Starmer could have scrapped child benefit cap last year – why did he wait?

Government figures argue these tax rises have a morally just purpose. Some will agree with that, others won’t.
But it is unquestionably politically different from where they were.
Was it evidence, I suggested to the prime minister, that his mantra of “country first, party second” had now been reversed?
Take the two child cap. While getting rid of it commands huge if not universal support among Labour MPs, opinion polls suggest keeping it would be popular.
Was the Budget about a politically vulnerable prime minister and chancellor shoring up support among their own MPs, who fret that the government – and by extension them – are deeply, deeply unpopular?
There is no doubt that was part of their – perfectly rational – political calculation.
“It’ll go down well with the PLP,” one minister told me, referring to the Parliamentary Labour Party, knowingly nodding to the prospect that a wider audience around the country may be more sceptical.
The prime minister insisted to me it was the first principles that motivated him – driving down child poverty, improving the NHS and schools.
But both things can be true at the same time.
“We’ve got to show that we get it,” one senior adviser tells me.
They characterise the government’s current posture as doubling down on focusing on the cost of living.
“Living standards are squeezed and have been for ages and ages. Nearly 20 years. This is the politics of trying. And showing that we are trying – via various levers – to make a difference,” a cabinet minister tells me.
Hence the focus in the Budget on energy bills, rail fares and the costs of a prescription, for instance.
Labour MPs, for now, seem willing to at least give the prime minister and the chancellor the benefit of the doubt.
Others are much more positive, glad to have something they believe in they can sell on the doorstep.
The prime minister wants to sound upbeat without sounding detached.
“I’m optimistic about this country.
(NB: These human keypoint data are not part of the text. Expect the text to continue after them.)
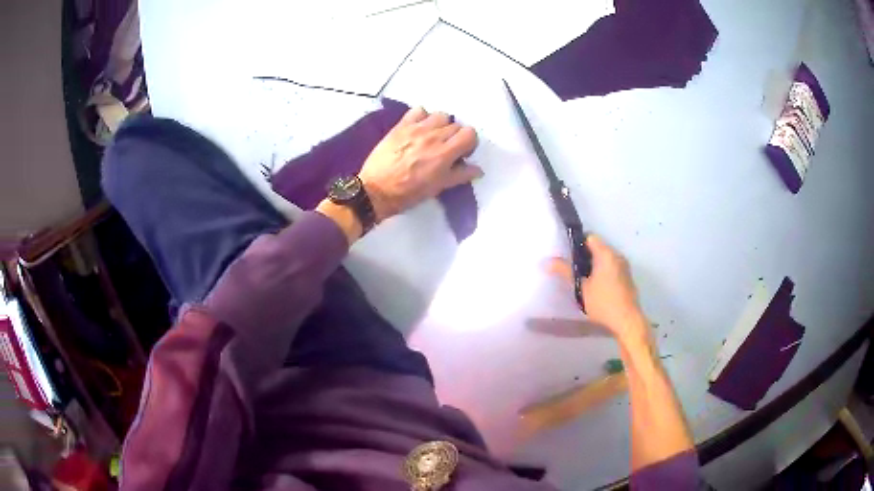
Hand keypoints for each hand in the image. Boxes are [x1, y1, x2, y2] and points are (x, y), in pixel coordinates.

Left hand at [358, 107, 480, 220]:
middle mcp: (433, 136)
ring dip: (440, 125)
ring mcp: (416, 128)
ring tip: (432, 137)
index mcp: (445, 154)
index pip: (470, 133)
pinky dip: (422, 117)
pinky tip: (418, 128)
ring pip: (440, 115)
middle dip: (455, 136)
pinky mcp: (401, 125)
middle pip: (456, 125)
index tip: (461, 153)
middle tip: (445, 149)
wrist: (376, 190)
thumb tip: (478, 170)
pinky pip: (419, 110)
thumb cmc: (408, 193)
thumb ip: (460, 175)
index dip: (469, 143)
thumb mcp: (438, 188)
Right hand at [547, 235, 645, 339]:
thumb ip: (565, 271)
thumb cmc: (603, 303)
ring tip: (583, 279)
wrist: (627, 321)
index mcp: (606, 254)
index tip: (568, 256)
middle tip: (572, 269)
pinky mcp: (627, 277)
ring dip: (594, 264)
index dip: (577, 243)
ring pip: (606, 258)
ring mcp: (624, 266)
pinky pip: (612, 267)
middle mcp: (617, 256)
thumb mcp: (580, 288)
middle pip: (598, 247)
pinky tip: (596, 287)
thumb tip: (545, 262)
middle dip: (585, 255)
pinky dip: (603, 271)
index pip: (590, 237)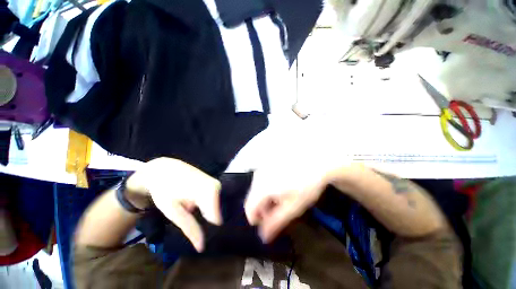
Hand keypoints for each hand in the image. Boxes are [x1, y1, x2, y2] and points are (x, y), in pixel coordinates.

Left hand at [127, 158, 221, 251]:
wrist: (165, 169)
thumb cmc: (165, 190)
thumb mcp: (173, 211)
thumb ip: (189, 228)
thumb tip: (202, 247)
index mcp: (209, 192)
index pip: (217, 219)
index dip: (209, 230)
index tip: (199, 234)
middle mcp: (217, 186)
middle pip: (218, 212)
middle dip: (208, 220)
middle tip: (193, 221)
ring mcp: (217, 183)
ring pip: (217, 206)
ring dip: (207, 212)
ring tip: (193, 211)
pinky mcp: (215, 183)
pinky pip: (216, 200)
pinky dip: (208, 205)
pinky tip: (197, 203)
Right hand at [244, 162, 330, 242]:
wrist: (316, 160)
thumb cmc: (307, 185)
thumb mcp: (293, 207)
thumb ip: (276, 222)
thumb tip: (263, 236)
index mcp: (262, 187)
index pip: (249, 208)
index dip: (256, 218)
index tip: (266, 222)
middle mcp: (259, 176)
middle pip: (252, 197)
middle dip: (262, 208)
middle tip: (276, 211)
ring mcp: (263, 167)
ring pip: (257, 187)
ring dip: (265, 197)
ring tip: (281, 199)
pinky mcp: (269, 163)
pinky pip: (263, 178)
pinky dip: (268, 186)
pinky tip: (281, 185)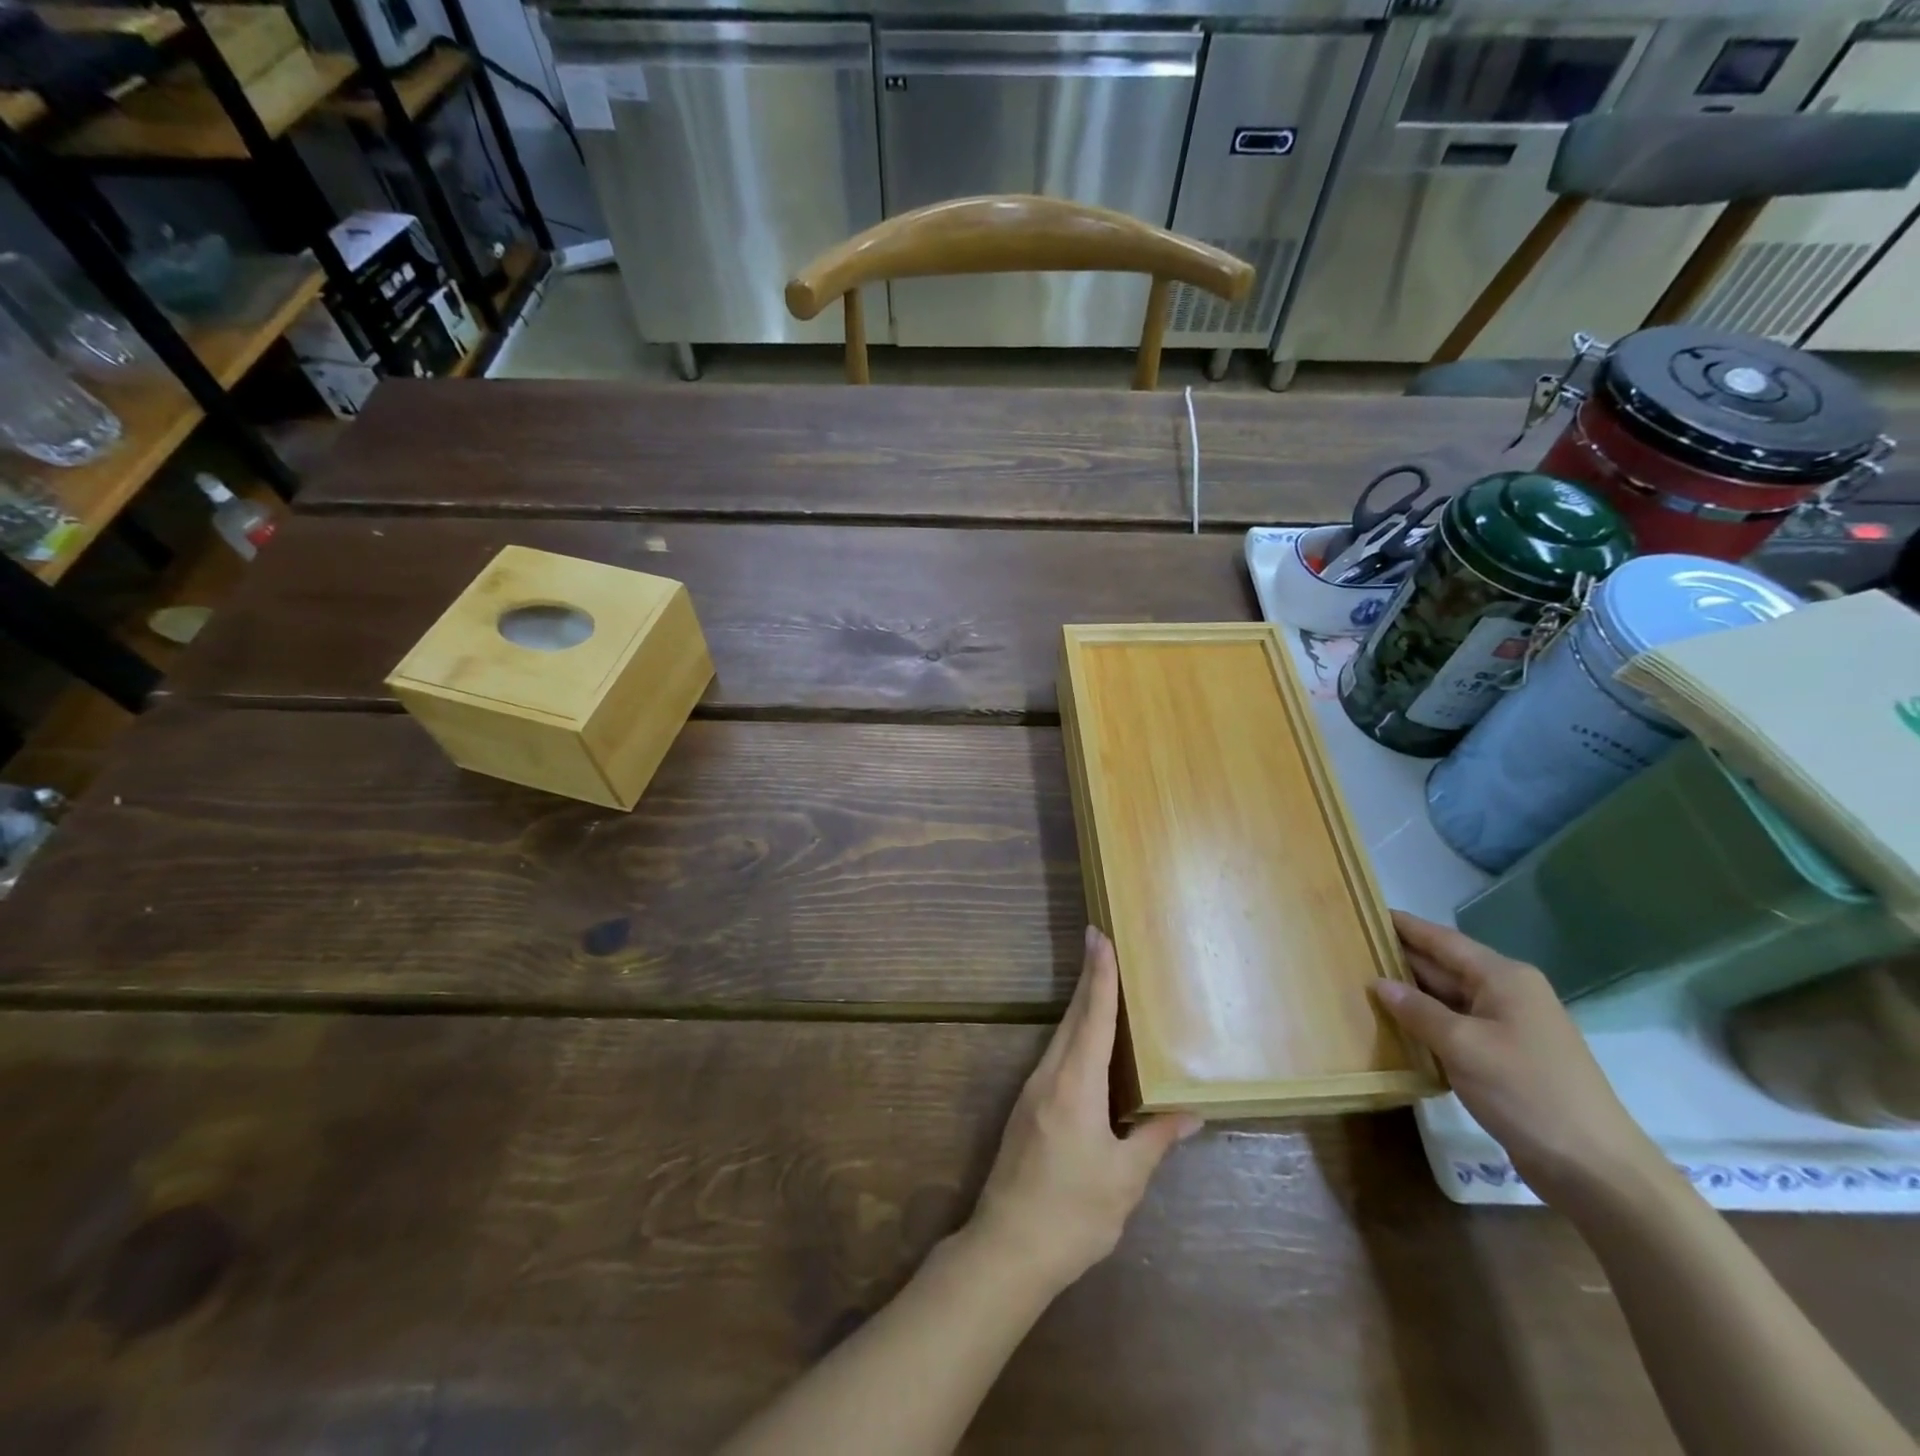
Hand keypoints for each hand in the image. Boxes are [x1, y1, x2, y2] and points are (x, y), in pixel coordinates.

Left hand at [967, 927, 1199, 1295]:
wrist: (1008, 1247)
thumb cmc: (1073, 1213)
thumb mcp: (1124, 1180)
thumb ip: (1154, 1139)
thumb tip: (1188, 1112)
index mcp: (1074, 1086)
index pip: (1092, 1018)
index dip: (1100, 977)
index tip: (1099, 937)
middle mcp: (1049, 1076)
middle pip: (1074, 1017)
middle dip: (1089, 978)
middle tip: (1099, 940)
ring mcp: (1033, 1091)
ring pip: (1062, 1035)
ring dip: (1081, 1005)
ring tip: (1100, 981)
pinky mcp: (1028, 1108)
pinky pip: (1056, 1055)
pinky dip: (1074, 1034)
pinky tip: (1087, 1041)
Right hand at [1374, 912, 1658, 1204]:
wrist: (1594, 1168)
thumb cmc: (1527, 1091)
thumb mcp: (1464, 1046)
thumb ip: (1418, 1011)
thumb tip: (1379, 983)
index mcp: (1503, 978)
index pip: (1442, 940)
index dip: (1404, 926)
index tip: (1364, 910)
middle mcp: (1507, 994)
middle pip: (1444, 967)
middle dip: (1400, 959)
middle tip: (1350, 949)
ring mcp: (1508, 1027)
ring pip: (1447, 999)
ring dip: (1409, 995)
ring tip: (1359, 982)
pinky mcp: (1504, 1058)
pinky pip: (1455, 1028)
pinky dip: (1425, 1025)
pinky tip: (1393, 1027)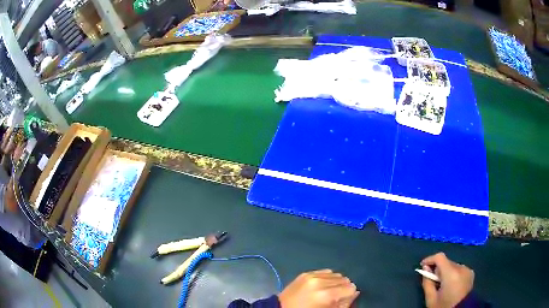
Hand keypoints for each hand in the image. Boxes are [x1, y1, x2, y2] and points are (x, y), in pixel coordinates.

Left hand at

I think by putting in the proper foundations, taking the fair and necessary decisions, we can defy all of the forecasts,” he tells me.
He knows defying the gloomy economic forecasts will be key to him defying the gloomy political forecasts, with many of his own MPs privately pondering how long he should carry on if the government continues to remain so unpopular with voters.
An improvement in the government’s popularity, and therefore their own popularity, is what they really crave.